"Good enough!" he repeated senselessly. "Good enough?" He laughed half wildly, as though he had suddenly hit upon a very funny thought indeed. "That man in love with a girl like her.… Good Lord!"

And Fat Joe, who had failed to understand, swore again beneath his breath because there was no time left in which to argue the matter. His face was still very red from his struggle for self-restraint, and his whole mental balance so disturbed that he forgot entirely to conceal the blued revolver dangling in one hand when he re-entered the cabin a moment later. The latter object ruined the effect of his insouciant rendition of "Home, Sweet Home."

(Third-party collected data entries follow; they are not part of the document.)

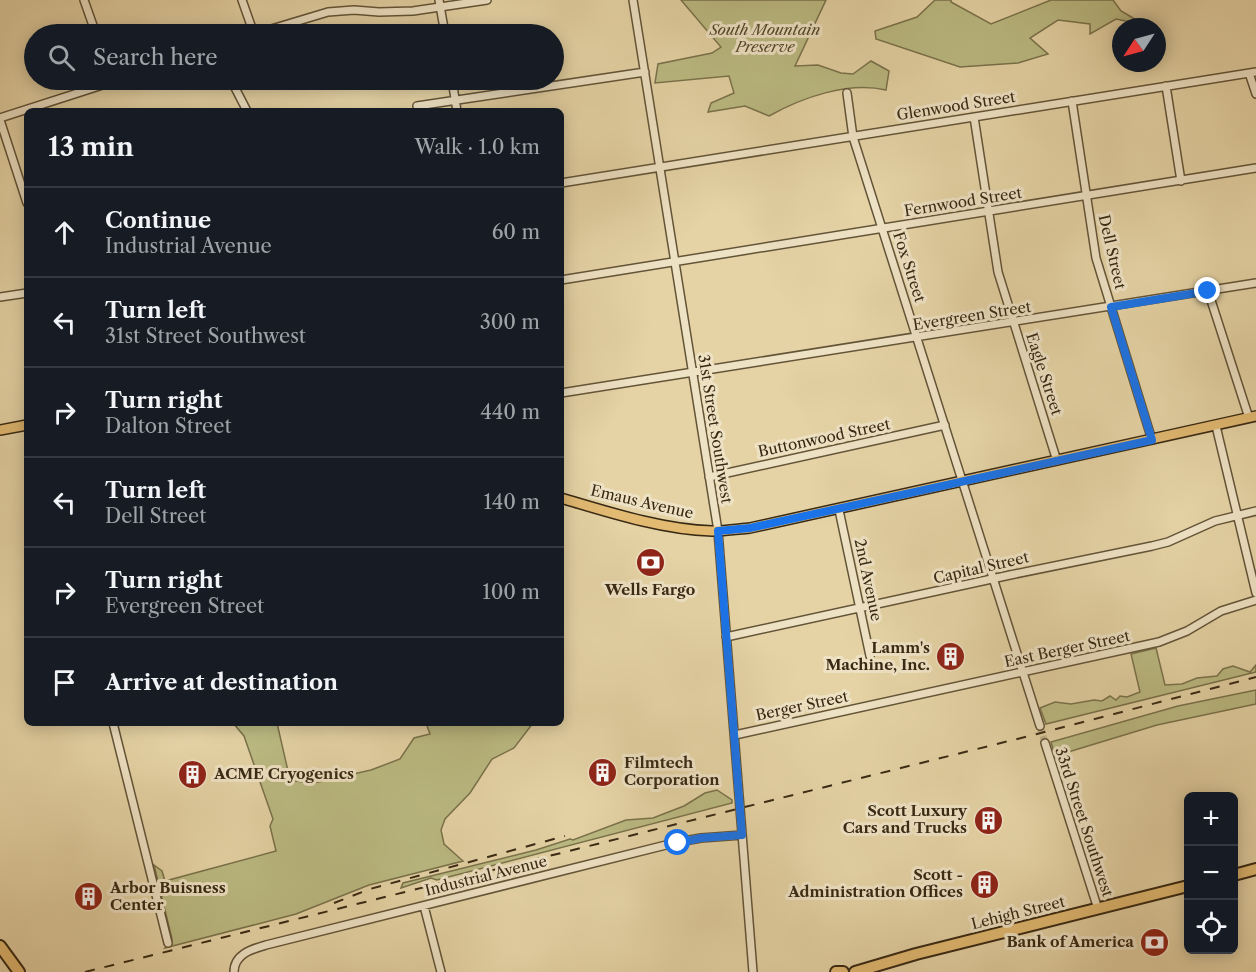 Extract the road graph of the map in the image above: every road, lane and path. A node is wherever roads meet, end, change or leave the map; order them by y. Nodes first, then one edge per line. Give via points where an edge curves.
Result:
1 (84, 0) edge
2 (242, 0) edge
3 (344, 0) edge
4 (487, 0) edge
5 (633, 0) edge
6 (440, 4) edge
7 (347, 10) junction
8 (92, 24) edge
9 (250, 24) edge
10 (286, 24) edge
11 (443, 24) edge
12 (645, 72) junction
13 (1252, 72) edge
14 (564, 85) edge
15 (1166, 86) junction
16 (84, 90) edge
17 (236, 90) edge
18 (453, 90) edge
19 (531, 90) edge
20 (847, 93) dead end
21 (1256, 94) edge
22 (1072, 101) junction
23 (455, 102) junction
24 (417, 106) dead end
25 (32, 108) edge
26 (245, 108) edge
27 (456, 108) edge
28 (24, 111) edge
29 (974, 117) junction
30 (0, 119) edge
31 (853, 137) junction
32 (660, 168) junction
33 (1256, 168) edge
34 (1181, 181) junction
35 (564, 183) edge
36 (24, 194) edge
37 (1086, 196) junction
38 (989, 211) junction
39 (883, 228) junction
40 (675, 262) junction
41 (564, 280) edge
42 (1256, 284) edge
43 (1208, 291) junction
44 (24, 293) edge
45 (0, 297) edge
46 (1111, 307) junction
47 (1014, 323) junction
48 (917, 338) junction
49 (693, 373) junction
50 (564, 393) edge
51 (1252, 417) edge
52 (945, 425) junction
53 (24, 426) edge
54 (1216, 426) junction
55 (0, 430) edge
56 (1152, 440) junction
57 (1057, 461) junction
58 (709, 477) junction
59 (963, 482) junction
60 (564, 499) edge
61 (839, 510) junction
62 (1256, 511) edge
63 (1238, 515) junction
64 (718, 531) junction
65 (994, 579) junction
66 (1256, 592) edge
67 (1256, 600) edge
68 (860, 609) junction
69 (726, 637) junction
70 (870, 657) dead end
71 (1023, 672) junction
72 (876, 704) joint
73 (114, 726) edge
74 (1040, 726) tunnel mouth
75 (735, 735) junction
76 (1045, 743) tunnel mouth
77 (742, 835) junction
78 (1256, 869) edge
79 (1238, 874) edge
80 (1184, 887) edge
81 (424, 906) junction
82 (1098, 909) junction
83 (168, 943) dead end
84 (0, 946) edge
85 (19, 972) edge
86 (234, 972) edge
87 (441, 972) edge
88 (753, 972) edge
89 (837, 972) edge
90 (843, 972) edge
91 (855, 972) edge

1 - 8 street
2 - 9 street
3 - 7 street
4 - 6 street
5 - 12 street, 31st Street Southwest
6 - 7 street via 395,12
6 - 11 street
7 - 10 street
12 - 14 street
12 - 32 street, 31st Street Southwest
13 - 15 street, Glenwood Street
13 - 21 street
15 - 22 street, Glenwood Street
15 - 34 street
16 - 25 street
17 - 26 street
18 - 23 street
19 - 23 street
20 - 31 street, Fox Street
22 - 29 street, Glenwood Street
22 - 37 street, Dell Street
23 - 24 street
23 - 27 street
28 - 30 street
29 - 31 street, Glenwood Street
29 - 38 street, Eagle Street
30 - 36 street
31 - 32 street, Glenwood Street
31 - 39 street, Fox Street
32 - 35 street, Glenwood Street
32 - 40 street, 31st Street Southwest
33 - 34 street, Fernwood Street
34 - 37 street, Fernwood Street
37 - 38 street, Fernwood Street
37 - 46 street, Dell Street via 1096,258
38 - 39 street, Fernwood Street
38 - 47 street, Eagle Street via 998,272
39 - 40 street, Fernwood Street
39 - 48 street, Fox Street
40 - 41 street, Fernwood Street
40 - 49 street, 31st Street Southwest
42 - 43 street, Evergreen Street
43 - 46 street, Evergreen Street
43 - 51 street
44 - 45 street
46 - 47 street, Evergreen Street
46 - 56 street, Dell Street
47 - 48 street, Evergreen Street
47 - 57 street, Eagle Street
48 - 49 street, Evergreen Street
48 - 52 street, Fox Street
49 - 50 street, Evergreen Street
49 - 58 street, 31st Street Southwest
51 - 54 main road, Emaus Avenue
52 - 58 street, Buttonwood Street
52 - 59 street, Fox Street
53 - 55 main road
54 - 56 main road, Emaus Avenue
54 - 63 street
56 - 57 main road, Emaus Avenue
57 - 59 main road, Emaus Avenue
58 - 64 street, 31st Street Southwest
59 - 61 main road, Emaus Avenue
59 - 65 street
60 - 64 main road, Emaus Avenue via 644,520
61 - 64 main road, Emaus Avenue
61 - 68 street, 2nd Avenue
62 - 63 street, Capital Street
63 - 65 street, Capital Street via 1168,542
63 - 66 street
64 - 69 street, 31st Street Southwest
65 - 68 street, Capital Street
65 - 71 street
67 - 71 street, East Berger Street via 1221,611 1159,642
68 - 69 street, Capital Street
68 - 70 street, 2nd Avenue
69 - 75 street, 31st Street Southwest
71 - 72 street, East Berger Street
71 - 74 street
72 - 75 street, Berger Street
73 - 83 street
75 - 77 street, 31st Street Southwest
76 - 82 street, 33rd Street Southwest
77 - 81 street, Industrial Avenue via 678,843
77 - 88 street, 31st Street Southwest
78 - 79 highway
80 - 82 highway, Lehigh Street
81 - 86 street, Industrial Avenue via 249,950 240,957
81 - 87 street
82 - 91 highway, Lehigh Street
84 - 85 highway
89 - 90 highway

"Thought you were going to retire, Joe?"

Steve was already undressed and crawling into bed. His question was slow-worded and a trifle stifled.

"I was," Joe assured him hastily. "I was. I just stepped out to see that everything was tight and tidy for the night, that's all."

Quizzical eyes contemplated the revolver now.

"Taken to carrying a weapon, after all, eh? Well, perhaps that's wisest. And blow out the light, will you, Joe? I'm tired. You'll have to undress in the dark."

Then Steve buried his face in his pillow. But sundry sounds, escaping, were unmistakably hysterical. Joe's mouth opened and closed, fishlike. He stood and stared down at his side, in beautifully eloquent profanity, if a stare can be both eloquent and profane.

"You need a nurse," he stated sulkily at last. He finished the light with a vicious blast. "You need a chaperon!"

But once again, just before he slept, Steve heard him mutter to himself, less injuredly, as he heaved over in his bunk.